= Requirement =
Find the line with "ring pip: (249, 226)" in the records below. Output exactly from there until after the line with "pinky mcp: (396, 436)", without pictures.
(Beginning of Data for the task)
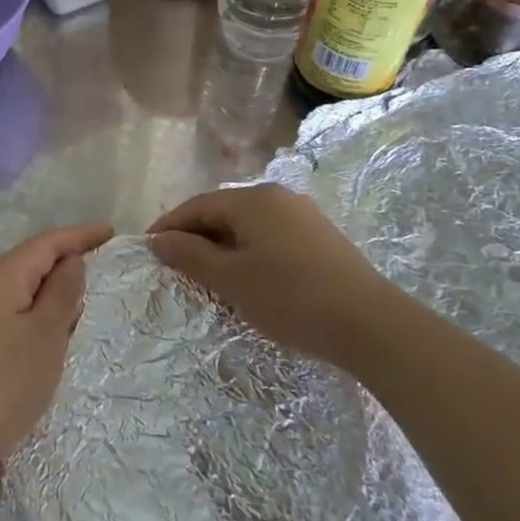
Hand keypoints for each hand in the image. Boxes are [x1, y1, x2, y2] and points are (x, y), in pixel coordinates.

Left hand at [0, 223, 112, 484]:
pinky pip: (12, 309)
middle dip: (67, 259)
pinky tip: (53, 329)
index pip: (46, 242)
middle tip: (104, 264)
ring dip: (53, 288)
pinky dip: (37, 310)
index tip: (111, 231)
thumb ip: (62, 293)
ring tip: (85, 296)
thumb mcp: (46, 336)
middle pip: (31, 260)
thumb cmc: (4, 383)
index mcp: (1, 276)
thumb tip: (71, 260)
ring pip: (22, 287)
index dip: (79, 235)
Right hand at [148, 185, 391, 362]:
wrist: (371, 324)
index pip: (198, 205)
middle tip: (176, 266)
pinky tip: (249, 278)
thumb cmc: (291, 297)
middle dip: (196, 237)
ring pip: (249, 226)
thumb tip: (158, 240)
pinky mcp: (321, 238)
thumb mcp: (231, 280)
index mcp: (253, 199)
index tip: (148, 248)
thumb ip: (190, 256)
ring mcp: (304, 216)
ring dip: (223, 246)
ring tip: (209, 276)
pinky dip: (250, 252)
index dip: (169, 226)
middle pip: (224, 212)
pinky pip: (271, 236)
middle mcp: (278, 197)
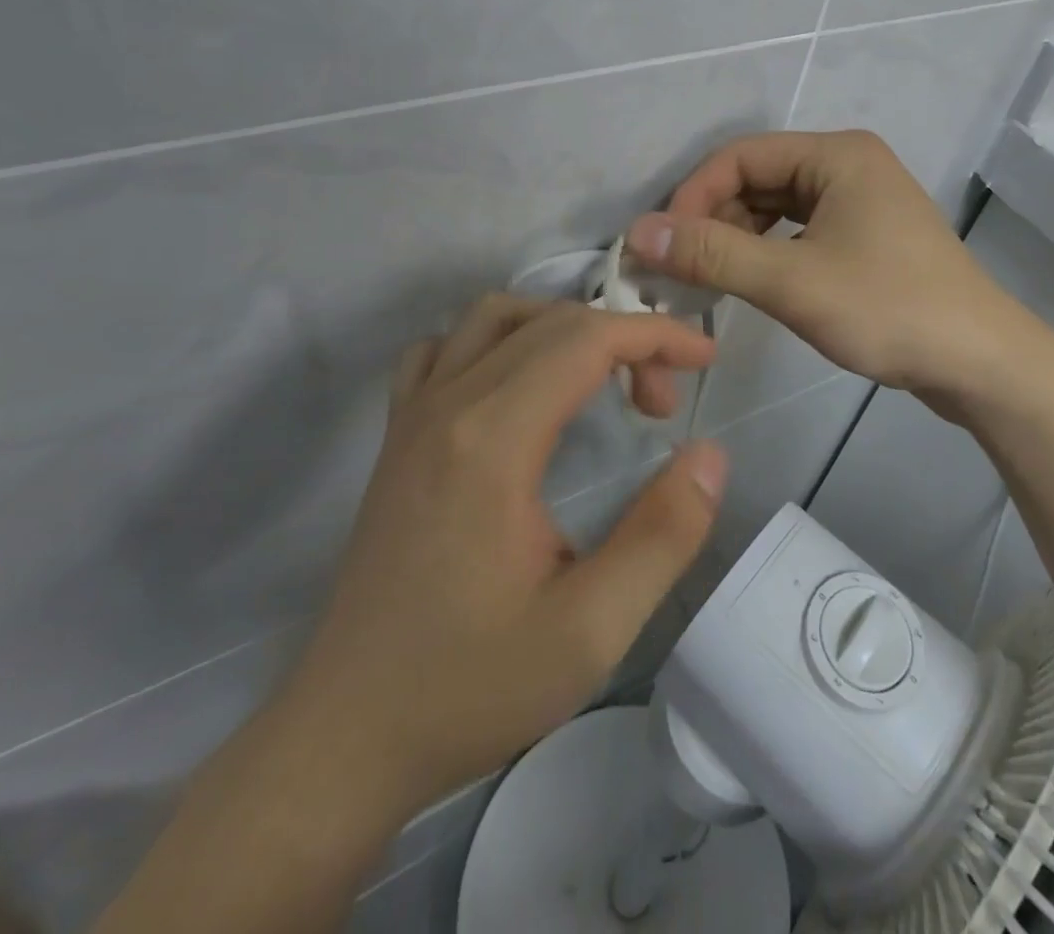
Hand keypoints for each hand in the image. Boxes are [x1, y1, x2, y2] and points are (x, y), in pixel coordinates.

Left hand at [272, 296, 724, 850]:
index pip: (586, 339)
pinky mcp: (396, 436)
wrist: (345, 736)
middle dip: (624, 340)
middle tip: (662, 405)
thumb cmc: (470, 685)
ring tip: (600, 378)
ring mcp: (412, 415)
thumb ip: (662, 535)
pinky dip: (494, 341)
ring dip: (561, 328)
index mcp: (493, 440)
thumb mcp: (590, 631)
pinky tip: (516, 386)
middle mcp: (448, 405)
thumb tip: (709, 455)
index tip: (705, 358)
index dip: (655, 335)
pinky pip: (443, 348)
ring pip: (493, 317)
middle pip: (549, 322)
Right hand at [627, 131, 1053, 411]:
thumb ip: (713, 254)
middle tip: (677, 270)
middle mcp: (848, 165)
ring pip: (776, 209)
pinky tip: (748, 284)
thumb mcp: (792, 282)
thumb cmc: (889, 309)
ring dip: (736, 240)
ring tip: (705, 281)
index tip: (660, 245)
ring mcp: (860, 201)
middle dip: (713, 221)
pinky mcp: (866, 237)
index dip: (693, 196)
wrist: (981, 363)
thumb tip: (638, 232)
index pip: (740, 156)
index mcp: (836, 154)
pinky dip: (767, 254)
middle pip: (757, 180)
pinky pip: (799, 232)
(End of Data for the task)
(Beginning of Data for the task)
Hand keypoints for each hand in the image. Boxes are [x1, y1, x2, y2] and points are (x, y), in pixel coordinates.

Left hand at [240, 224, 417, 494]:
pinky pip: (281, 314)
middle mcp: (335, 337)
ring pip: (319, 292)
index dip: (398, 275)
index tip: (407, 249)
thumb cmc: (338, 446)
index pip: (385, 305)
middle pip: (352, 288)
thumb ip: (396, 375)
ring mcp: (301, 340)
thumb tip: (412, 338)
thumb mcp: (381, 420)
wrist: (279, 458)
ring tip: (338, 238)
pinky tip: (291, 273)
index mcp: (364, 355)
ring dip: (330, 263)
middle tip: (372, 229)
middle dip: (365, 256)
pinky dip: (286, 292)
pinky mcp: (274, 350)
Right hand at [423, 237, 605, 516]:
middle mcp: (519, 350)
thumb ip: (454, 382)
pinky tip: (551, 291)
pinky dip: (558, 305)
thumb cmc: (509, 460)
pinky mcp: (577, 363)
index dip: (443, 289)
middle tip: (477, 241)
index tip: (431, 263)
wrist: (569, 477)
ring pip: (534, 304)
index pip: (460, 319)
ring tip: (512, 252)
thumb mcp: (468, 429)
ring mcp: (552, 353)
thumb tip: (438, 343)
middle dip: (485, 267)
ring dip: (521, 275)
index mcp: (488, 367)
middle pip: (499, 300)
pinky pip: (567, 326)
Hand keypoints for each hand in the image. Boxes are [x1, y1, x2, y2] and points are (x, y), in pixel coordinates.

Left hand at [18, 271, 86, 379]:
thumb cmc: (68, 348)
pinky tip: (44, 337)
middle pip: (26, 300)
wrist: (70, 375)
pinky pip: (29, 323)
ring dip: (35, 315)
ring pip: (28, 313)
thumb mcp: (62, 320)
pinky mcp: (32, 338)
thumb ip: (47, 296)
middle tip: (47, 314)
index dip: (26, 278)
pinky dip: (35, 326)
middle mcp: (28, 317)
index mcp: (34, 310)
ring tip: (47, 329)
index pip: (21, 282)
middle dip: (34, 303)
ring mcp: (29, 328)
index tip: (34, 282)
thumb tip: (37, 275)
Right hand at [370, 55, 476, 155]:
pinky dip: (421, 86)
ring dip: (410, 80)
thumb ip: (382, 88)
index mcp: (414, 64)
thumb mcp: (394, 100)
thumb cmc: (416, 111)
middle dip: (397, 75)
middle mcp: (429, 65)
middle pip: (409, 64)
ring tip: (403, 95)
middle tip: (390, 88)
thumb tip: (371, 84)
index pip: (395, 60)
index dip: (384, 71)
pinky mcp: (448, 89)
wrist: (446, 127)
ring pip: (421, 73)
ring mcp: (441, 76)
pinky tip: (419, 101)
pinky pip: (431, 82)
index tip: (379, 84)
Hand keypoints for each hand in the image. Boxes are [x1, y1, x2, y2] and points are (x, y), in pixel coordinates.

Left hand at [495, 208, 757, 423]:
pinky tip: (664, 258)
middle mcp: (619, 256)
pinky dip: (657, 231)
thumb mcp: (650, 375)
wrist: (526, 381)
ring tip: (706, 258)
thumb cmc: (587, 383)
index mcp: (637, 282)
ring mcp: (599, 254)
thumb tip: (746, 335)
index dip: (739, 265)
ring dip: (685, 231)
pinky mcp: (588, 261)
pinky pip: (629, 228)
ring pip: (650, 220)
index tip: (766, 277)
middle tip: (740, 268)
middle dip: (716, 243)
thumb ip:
(End of Data for the task)
(Beginning of Data for the task)
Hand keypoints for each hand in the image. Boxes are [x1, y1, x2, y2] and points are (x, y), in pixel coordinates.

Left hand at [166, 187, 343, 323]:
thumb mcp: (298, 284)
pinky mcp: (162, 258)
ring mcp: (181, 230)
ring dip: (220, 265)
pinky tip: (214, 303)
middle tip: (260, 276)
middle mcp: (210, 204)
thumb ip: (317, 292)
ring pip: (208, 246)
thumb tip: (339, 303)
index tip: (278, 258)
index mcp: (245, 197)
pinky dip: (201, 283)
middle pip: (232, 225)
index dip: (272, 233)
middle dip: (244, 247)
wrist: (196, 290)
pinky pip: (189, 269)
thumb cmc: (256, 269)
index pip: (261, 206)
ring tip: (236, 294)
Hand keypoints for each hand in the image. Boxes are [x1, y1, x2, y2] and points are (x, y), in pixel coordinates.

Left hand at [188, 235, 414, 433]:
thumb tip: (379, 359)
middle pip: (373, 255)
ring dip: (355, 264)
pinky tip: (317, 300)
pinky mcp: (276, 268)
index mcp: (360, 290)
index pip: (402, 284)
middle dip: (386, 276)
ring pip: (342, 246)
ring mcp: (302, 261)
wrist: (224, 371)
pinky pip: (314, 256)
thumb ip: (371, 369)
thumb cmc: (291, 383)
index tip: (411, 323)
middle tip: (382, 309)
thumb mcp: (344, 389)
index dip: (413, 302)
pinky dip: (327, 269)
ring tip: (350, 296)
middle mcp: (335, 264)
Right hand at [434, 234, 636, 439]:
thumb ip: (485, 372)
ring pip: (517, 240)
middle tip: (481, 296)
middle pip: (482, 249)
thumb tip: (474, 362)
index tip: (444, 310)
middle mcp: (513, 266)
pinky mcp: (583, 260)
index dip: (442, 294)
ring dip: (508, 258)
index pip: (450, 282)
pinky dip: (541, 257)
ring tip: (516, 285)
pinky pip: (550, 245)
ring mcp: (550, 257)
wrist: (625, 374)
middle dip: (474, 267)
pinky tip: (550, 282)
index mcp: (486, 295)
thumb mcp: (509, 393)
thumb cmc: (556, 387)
(End of Data for the task)
= Solved problem =
ring pip: (249, 226)
thumb tip: (158, 240)
pinky mcp: (321, 238)
thumb mcp: (231, 280)
index mcp: (253, 199)
index tip: (148, 248)
thumb ip: (190, 256)
ring mcp: (304, 216)
ring dip: (223, 246)
ring tip: (209, 276)
pinky dip: (250, 252)
index dip: (169, 226)
middle pip: (224, 212)
pinky pip: (271, 236)
middle mcp: (278, 197)
Hand keypoints for each hand in the image. Boxes are [x1, y1, x2, y2] and points are (x, y), in pixel coordinates.

Left hand at [272, 296, 724, 850]:
index pip: (586, 339)
pinky mcp: (396, 436)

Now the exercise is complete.